The Agincourt Health and Demographic Surveillance System (HDSS) monitors key demographic events and socio-economic variables in the Agincourt sub-district in north-eastern Mpumalanga Province, South Africa. A baseline census was conducted in 1992 with annual census rounds being conducted since and since 1999. Key variables measured routinely by the HDSS include: births, deaths, in- and out-migrations, household relationships, resident status, refugee status, education, antenatal, and delivery health-seeking practices. One-off modules are also added such as every second year since 2000, collection of a household asset module, which includes information on household access to services, such as electricity. Temporary migrants are classified by including on the household grid non-resident members who retain significant contact and links with the rural home and ‘share a common pot’.
Novel data structures for measuring household outcomes
The authors enable their longitudinal analysis of household outcomes from the ability to identify the same household in each wave in each study, in other words the surviving or continuing households. This approach was developed by the authors themselves in previous publication, cited in the paper. Applying their new definition to NIDS and HDSS data allowed them to set up panels of individuals as new panels of households, through which longitudinal changes in household electricity access could be explored (using transition matrices). In order to account for bias in their chosen panel definition, for example from varying household formation and dissolution rates, they also created a comparison panel using the traditional “headship-based” definition. Patterns of electricity access statistics estimated on each panel were found to be similar.
Conclusion
From a methodological point of view, the authors conclude that aggregate statistics can conceal a considerable degree of the complexity and volatility inherent in the development of electricity access. Viewing access as a time-variant process rather than assuming linear roll out of services needs to be appreciated and studied. The authors conclude that further studies into service delivery in LMICs should consider using the longitudinal techniques applied in their paper, taking into account household dynamics.
While I am by far no expert in the analysis of service delivery or utilities, my appreciation of the collection, preparation, structuring and curation of long-running social surveys leads me to believe that there is great hope for improving access to complex longitudinal data from multi-million pound development and evaluation studies conducted in low and middle income . If we consider the number of million-pound population surveillance and intervention investments across the world that generate immensely rich data over many years, such as HDSS, Millennium Villages Project rural development sites, and other large-scale intervention projects, like Girls’ Education Challenge, we can envisage the great scope for research opportunities through access beyond the research teams.

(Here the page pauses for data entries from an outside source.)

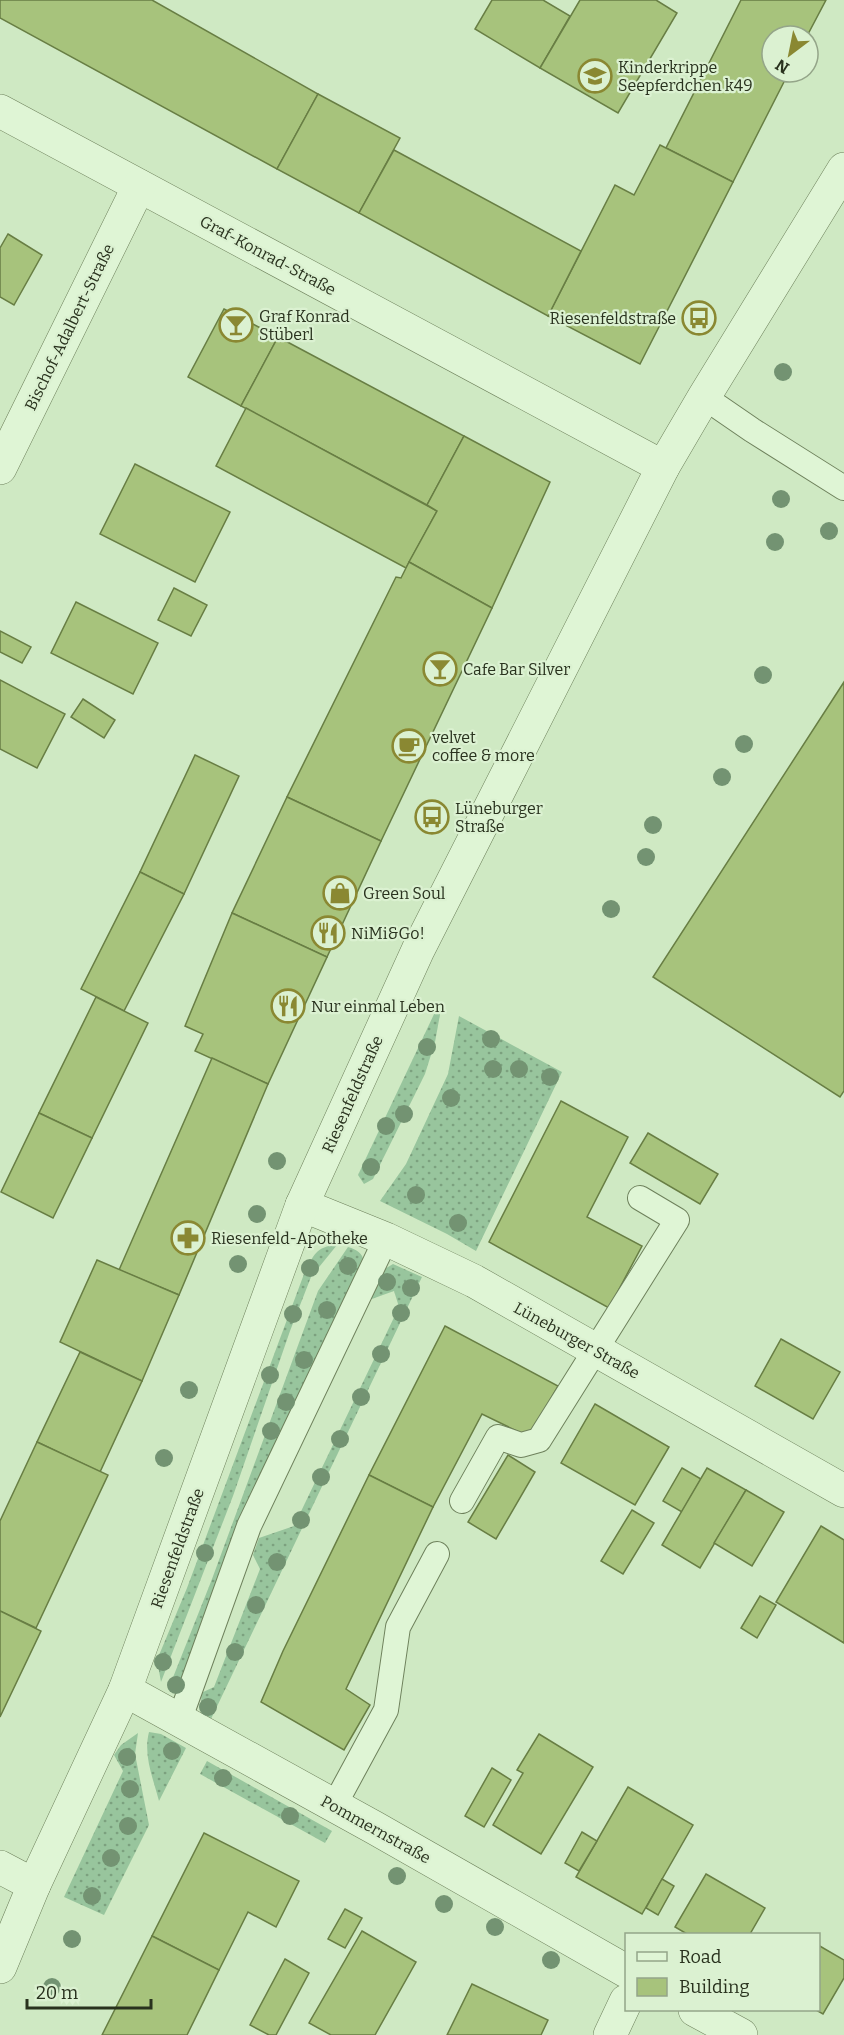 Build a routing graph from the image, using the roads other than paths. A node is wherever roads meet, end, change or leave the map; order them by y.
1 (0, 111) edge
2 (844, 169) edge
3 (139, 186) junction
4 (704, 397) junction
5 (663, 467) junction
6 (0, 468) edge
7 (844, 488) edge
8 (640, 1198) dead end
9 (302, 1205) junction
10 (386, 1239) junction
11 (595, 1350) junction
12 (844, 1491) edge
13 (462, 1501) dead end
14 (437, 1554) dead end
15 (125, 1690) junction
16 (179, 1721) junction
17 (334, 1806) junction
18 (0, 1867) edge
19 (34, 1885) junction
20 (0, 1967) edge
21 (625, 1970) edge
22 (625, 2005) edge
23 (697, 2011) edge
24 (610, 2035) edge
25 (741, 2035) edge

1 - 3 street, Graf-Konrad-Straße
2 - 4 street, Riesenfeldstraße
3 - 5 street, Graf-Konrad-Straße
3 - 6 street, Bischof-Adalbert-Straße
4 - 5 street, Riesenfeldstraße
4 - 7 lane
5 - 9 street, Riesenfeldstraße
8 - 11 lane
9 - 10 street, Lüneburger Straße
9 - 15 street, Riesenfeldstraße
10 - 11 street, Lüneburger Straße
10 - 16 lane
11 - 12 street, Lüneburger Straße
11 - 13 lane
14 - 17 lane
15 - 16 street, Pommernstraße
15 - 19 street, Riesenfeldstraße
16 - 17 street, Pommernstraße
17 - 21 street, Pommernstraße
18 - 19 street
19 - 20 street, Riesenfeldstraße
22 - 24 street
23 - 25 street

The sometimes highly complex structure, inherent in HDSS–type data collections, could be reworked to create new datasets that are able to be better understood by social scientists and those sitting outside of the population, migration and epidemiology research domains
The approach the authors have taken in repurposing data to create traditional ‘panel data’, would benefit from being widely showcased and exploited as an inspiration for data-hungry researchers and, of course, for maximising impact opportunities for funders.